第2話 小さな決意
インスタでのDMから1週間後、彼女からまた連絡が掛かってきた。
今度の遠足どこ行くのーという内容だ。
僕らの学校は四月の終わりに、新しいクラスの親睦を深めることを目的に"遠足"があるのだ。
僕は淡々とメッセージを返す。行く場所、食べるもの、感想など、ひねりを加えた文は一つもなかった。
それでも彼女はまるで目をキラキラさせるように話しに食いつく。
そんな彼女をみて僕は興味が湧いてしまった。こんな小さな事でも喜んでくれるんだって。
たとえそれが仲良くなるための化けの皮だとしても、僕にとっては嬉しい限りである。
それから僕たちは遠足に行った。
実際に2人で会うまでには至らずとも、どんな写真を撮ったのか、何が1番楽しかったかなどDMの中で数えきれないほど話した。それはおそらく、よくある友達のような会話だけど、僕は楽しかった。

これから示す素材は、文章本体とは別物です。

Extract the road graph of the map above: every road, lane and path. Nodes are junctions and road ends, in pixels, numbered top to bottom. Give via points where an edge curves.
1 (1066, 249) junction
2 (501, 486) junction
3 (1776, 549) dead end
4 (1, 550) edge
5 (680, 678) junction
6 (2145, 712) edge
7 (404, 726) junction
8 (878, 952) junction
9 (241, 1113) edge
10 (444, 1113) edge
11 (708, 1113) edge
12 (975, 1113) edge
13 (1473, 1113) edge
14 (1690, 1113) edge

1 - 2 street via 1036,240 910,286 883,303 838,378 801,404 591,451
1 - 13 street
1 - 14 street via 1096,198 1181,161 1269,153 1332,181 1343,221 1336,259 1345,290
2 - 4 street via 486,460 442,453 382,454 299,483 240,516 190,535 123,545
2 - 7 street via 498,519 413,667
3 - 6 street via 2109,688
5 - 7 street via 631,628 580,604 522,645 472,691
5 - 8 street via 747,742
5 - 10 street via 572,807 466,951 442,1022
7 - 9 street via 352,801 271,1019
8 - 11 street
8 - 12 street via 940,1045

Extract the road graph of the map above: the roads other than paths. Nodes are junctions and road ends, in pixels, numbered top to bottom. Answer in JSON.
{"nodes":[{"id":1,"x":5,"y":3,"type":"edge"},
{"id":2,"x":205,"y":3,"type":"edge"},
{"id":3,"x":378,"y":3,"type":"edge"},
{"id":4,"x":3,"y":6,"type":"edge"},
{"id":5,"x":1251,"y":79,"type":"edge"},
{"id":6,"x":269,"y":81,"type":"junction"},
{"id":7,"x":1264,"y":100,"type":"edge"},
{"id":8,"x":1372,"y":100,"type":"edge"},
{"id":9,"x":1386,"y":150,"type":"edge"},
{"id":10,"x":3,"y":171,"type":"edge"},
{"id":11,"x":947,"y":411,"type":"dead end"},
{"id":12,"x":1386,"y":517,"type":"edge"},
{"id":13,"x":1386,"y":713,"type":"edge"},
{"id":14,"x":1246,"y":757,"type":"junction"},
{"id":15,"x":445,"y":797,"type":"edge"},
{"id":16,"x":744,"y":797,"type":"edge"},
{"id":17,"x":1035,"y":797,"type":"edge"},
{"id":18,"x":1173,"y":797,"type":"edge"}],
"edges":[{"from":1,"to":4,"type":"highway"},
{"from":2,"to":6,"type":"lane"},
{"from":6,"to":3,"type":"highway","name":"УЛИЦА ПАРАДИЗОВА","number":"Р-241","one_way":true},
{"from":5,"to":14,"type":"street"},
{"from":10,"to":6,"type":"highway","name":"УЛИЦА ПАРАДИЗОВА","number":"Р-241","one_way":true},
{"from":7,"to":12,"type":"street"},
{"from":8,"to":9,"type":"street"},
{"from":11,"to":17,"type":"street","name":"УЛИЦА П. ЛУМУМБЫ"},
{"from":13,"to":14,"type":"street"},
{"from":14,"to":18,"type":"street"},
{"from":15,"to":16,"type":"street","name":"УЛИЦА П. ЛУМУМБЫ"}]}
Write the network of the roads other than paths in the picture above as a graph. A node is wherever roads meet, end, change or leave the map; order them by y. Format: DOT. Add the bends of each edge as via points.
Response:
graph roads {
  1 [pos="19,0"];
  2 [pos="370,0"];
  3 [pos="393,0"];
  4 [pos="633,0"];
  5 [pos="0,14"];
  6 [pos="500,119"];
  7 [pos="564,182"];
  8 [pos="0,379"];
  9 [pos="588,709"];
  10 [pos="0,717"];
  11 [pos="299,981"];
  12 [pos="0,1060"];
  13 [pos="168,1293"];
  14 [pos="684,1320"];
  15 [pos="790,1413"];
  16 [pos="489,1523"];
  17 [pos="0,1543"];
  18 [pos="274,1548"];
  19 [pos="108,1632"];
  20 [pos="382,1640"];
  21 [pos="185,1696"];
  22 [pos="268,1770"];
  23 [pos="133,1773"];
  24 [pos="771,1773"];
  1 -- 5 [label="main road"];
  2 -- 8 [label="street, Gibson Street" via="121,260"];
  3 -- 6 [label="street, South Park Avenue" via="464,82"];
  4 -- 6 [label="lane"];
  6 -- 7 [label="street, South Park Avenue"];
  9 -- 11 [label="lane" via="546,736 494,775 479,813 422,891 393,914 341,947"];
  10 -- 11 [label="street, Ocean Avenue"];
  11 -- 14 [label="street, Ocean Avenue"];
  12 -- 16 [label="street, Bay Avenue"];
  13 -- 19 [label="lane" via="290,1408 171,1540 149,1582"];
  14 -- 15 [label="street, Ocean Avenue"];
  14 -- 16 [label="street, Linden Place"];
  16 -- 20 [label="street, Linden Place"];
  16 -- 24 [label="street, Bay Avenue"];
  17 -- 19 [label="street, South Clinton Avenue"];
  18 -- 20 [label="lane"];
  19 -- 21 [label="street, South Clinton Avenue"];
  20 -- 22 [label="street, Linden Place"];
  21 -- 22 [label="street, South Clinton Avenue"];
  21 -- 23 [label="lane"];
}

そして遠足が過ぎてまもなく、彼女から会いたいという申し入れがあった。
僕はそこで初めて彼女の恋心に気づいたのだ。
4月の中旬から始まったこのDMは1ヶ月の時間をかけて、出会いに参加した。
僕の手も心も震えていた。
女の子と2人で話すなんてできるのだろうか。中学生の頃からの思いは今に活きるのだろうか。
不安が全面的に出てしまう。
だけど、僕自身の彼女に会いたいと言う思いも紛れもない事実である。
だから僕は坂本水という人間と会う決意を固めたのである。